Items listed in a dataset:
--- START ---

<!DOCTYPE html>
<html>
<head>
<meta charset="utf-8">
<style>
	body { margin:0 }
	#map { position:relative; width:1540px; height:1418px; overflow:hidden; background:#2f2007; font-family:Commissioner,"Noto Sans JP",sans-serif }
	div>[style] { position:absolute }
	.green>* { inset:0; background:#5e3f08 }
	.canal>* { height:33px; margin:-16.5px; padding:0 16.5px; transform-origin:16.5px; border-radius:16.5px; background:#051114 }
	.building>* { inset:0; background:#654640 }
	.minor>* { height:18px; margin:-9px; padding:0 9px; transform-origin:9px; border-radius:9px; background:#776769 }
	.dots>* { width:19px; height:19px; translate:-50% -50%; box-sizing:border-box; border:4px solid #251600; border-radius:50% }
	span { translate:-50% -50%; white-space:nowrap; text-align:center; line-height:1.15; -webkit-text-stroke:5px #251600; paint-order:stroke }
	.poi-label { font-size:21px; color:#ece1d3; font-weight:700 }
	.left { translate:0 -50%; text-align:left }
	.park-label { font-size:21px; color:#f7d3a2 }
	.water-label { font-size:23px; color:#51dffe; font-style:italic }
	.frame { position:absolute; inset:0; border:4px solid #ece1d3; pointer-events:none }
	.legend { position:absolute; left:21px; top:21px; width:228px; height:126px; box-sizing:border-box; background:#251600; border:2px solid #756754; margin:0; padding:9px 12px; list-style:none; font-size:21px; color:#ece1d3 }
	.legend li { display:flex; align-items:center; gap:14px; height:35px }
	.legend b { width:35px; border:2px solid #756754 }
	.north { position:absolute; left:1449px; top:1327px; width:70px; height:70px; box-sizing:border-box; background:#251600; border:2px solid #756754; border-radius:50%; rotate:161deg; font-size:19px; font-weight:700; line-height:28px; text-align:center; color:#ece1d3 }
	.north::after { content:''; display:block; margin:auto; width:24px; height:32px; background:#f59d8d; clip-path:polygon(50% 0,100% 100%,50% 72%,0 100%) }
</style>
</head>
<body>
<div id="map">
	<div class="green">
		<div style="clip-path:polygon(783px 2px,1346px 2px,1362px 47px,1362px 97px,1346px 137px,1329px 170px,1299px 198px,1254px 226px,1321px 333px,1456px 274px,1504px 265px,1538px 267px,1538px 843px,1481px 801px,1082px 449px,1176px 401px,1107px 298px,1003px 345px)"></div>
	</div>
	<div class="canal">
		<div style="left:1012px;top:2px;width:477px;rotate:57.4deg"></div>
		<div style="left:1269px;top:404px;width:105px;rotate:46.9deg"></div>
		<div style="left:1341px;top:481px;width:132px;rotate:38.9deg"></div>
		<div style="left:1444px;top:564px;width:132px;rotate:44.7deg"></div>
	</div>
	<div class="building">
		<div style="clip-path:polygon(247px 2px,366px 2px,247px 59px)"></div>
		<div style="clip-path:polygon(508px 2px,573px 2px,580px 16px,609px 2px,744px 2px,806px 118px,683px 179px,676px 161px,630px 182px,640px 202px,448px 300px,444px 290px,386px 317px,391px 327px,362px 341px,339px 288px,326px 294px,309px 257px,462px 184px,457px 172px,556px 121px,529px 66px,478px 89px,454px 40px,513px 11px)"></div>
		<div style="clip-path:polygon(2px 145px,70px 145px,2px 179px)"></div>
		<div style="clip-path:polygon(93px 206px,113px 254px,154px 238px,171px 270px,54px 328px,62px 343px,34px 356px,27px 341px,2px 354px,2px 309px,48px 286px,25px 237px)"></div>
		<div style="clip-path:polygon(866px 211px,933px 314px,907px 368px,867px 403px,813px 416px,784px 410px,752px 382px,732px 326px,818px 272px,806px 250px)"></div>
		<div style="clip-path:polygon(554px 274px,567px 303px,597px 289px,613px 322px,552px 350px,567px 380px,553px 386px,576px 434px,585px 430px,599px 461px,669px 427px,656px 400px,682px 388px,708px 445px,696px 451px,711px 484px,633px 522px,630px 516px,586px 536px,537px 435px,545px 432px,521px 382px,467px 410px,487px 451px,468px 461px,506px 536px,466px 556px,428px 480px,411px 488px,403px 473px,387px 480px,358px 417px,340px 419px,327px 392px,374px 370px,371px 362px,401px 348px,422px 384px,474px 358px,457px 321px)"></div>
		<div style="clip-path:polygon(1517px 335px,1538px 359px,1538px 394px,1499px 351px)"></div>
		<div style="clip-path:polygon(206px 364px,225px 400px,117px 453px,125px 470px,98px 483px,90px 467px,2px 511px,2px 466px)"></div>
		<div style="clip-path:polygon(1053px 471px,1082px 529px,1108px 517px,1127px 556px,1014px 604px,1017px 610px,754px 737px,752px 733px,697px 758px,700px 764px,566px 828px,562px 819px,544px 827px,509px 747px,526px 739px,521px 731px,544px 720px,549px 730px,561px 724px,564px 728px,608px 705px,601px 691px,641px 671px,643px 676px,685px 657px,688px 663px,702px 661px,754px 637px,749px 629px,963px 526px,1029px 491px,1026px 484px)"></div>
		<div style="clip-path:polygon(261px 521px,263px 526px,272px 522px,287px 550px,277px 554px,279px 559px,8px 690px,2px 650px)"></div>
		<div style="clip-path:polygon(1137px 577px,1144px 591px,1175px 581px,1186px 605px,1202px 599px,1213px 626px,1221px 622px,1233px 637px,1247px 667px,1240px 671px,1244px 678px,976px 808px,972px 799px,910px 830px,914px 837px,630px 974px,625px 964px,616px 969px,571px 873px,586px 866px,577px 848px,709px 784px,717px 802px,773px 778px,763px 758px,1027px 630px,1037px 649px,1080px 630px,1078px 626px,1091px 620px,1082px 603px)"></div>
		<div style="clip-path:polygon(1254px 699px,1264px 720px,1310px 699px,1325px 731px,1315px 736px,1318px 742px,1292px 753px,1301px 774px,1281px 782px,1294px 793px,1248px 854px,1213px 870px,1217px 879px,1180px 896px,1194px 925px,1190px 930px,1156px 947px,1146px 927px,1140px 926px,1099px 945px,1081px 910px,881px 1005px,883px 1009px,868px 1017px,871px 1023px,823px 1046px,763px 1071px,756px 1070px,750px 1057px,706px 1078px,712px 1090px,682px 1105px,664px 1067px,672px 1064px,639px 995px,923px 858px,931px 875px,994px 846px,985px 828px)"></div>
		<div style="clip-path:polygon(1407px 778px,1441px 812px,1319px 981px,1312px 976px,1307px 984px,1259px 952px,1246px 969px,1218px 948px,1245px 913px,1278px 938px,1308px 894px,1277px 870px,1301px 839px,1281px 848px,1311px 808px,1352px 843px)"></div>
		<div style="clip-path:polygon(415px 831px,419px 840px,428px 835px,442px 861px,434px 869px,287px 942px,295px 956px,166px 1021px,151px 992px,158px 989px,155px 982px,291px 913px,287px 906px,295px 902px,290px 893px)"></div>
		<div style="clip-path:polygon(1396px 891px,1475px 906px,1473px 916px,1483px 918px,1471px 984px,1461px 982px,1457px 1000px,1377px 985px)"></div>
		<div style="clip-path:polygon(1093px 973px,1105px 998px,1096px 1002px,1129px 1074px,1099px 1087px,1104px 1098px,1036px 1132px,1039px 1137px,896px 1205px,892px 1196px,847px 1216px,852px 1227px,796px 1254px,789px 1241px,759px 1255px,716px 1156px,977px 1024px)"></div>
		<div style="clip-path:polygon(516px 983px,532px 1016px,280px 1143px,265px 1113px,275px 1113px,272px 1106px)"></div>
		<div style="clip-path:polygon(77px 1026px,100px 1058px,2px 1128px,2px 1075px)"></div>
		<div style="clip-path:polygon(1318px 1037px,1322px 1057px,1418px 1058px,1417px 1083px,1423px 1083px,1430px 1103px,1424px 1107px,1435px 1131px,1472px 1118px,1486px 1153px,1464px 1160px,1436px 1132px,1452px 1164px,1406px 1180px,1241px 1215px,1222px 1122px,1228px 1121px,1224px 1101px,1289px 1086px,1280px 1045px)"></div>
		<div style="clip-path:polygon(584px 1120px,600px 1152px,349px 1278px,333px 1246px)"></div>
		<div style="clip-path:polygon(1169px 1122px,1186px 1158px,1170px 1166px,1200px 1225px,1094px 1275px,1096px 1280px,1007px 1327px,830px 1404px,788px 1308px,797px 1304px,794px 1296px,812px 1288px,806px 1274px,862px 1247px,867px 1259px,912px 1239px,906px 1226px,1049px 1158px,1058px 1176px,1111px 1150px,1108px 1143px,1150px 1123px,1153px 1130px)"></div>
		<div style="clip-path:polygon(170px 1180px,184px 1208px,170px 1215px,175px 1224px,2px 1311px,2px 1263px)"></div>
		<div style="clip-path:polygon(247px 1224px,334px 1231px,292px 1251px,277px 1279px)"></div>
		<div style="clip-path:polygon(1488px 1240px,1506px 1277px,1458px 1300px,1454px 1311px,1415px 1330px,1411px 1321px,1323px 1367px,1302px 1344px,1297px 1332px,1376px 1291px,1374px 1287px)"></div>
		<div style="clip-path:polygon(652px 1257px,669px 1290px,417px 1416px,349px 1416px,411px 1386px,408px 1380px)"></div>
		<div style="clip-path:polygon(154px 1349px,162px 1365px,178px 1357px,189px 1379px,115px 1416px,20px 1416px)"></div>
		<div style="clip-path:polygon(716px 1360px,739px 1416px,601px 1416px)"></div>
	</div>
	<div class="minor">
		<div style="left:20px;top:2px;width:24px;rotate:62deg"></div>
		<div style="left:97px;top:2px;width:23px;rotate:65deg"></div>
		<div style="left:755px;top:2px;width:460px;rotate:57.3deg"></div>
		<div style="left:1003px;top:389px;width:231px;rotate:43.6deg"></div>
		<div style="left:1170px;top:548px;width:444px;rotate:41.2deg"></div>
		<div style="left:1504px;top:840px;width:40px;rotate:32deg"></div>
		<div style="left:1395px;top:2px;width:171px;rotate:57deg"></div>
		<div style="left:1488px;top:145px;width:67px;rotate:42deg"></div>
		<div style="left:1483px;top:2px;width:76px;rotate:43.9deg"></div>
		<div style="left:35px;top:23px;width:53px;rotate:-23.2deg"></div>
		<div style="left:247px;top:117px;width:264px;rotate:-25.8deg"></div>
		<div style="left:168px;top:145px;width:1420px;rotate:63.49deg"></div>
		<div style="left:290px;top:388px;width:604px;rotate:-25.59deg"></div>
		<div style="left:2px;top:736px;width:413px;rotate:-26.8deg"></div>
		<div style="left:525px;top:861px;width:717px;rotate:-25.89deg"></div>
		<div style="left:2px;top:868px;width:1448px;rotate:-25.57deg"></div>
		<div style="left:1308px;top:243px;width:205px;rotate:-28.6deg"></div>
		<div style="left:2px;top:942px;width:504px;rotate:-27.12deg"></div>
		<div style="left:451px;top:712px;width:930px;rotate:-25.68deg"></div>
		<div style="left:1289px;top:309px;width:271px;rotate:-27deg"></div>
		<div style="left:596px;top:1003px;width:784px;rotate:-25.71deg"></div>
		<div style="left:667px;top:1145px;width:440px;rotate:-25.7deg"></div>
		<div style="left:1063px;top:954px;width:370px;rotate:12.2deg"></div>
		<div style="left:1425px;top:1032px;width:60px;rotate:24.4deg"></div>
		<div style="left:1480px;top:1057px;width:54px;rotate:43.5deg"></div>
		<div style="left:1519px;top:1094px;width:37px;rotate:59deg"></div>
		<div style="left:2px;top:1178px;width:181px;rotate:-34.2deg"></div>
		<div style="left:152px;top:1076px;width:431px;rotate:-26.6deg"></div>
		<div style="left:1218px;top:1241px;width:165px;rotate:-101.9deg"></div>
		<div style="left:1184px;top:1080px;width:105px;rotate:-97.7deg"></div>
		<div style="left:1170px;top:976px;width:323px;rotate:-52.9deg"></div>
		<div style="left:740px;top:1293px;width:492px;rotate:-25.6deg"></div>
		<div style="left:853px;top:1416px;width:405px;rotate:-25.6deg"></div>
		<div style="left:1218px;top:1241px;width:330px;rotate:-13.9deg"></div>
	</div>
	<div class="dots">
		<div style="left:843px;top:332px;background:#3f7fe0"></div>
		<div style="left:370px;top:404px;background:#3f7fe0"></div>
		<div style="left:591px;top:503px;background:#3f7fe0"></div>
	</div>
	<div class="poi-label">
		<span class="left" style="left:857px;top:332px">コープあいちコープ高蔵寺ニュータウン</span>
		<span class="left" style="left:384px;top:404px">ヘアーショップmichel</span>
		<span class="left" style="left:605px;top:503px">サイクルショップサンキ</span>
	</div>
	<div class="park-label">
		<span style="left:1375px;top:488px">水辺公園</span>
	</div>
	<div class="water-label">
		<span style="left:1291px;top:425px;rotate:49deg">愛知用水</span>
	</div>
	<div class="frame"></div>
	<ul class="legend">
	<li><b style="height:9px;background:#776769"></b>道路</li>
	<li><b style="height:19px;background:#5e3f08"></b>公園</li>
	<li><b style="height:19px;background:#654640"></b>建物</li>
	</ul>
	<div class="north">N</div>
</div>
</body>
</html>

--- END ---

**WHAT THE EXERCISE ASKS**
Your answer must be the lines above from the one containing "translate:-50% -50%; white-space:nowrap;" to the one containing "position:absolute; left:21px; top:21px;", both included, restated word for word.

**RESPONSE FOR THIS EXERCISE**
	span { translate:-50% -50%; white-space:nowrap; text-align:center; line-height:1.15; -webkit-text-stroke:5px #251600; paint-order:stroke }
	.poi-label { font-size:21px; color:#ece1d3; font-weight:700 }
	.left { translate:0 -50%; text-align:left }
	.park-label { font-size:21px; color:#f7d3a2 }
	.water-label { font-size:23px; color:#51dffe; font-style:italic }
	.frame { position:absolute; inset:0; border:4px solid #ece1d3; pointer-events:none }
	.legend { position:absolute; left:21px; top:21px; width:228px; height:126px; box-sizing:border-box; background:#251600; border:2px solid #756754; margin:0; padding:9px 12px; list-style:none; font-size:21px; color:#ece1d3 }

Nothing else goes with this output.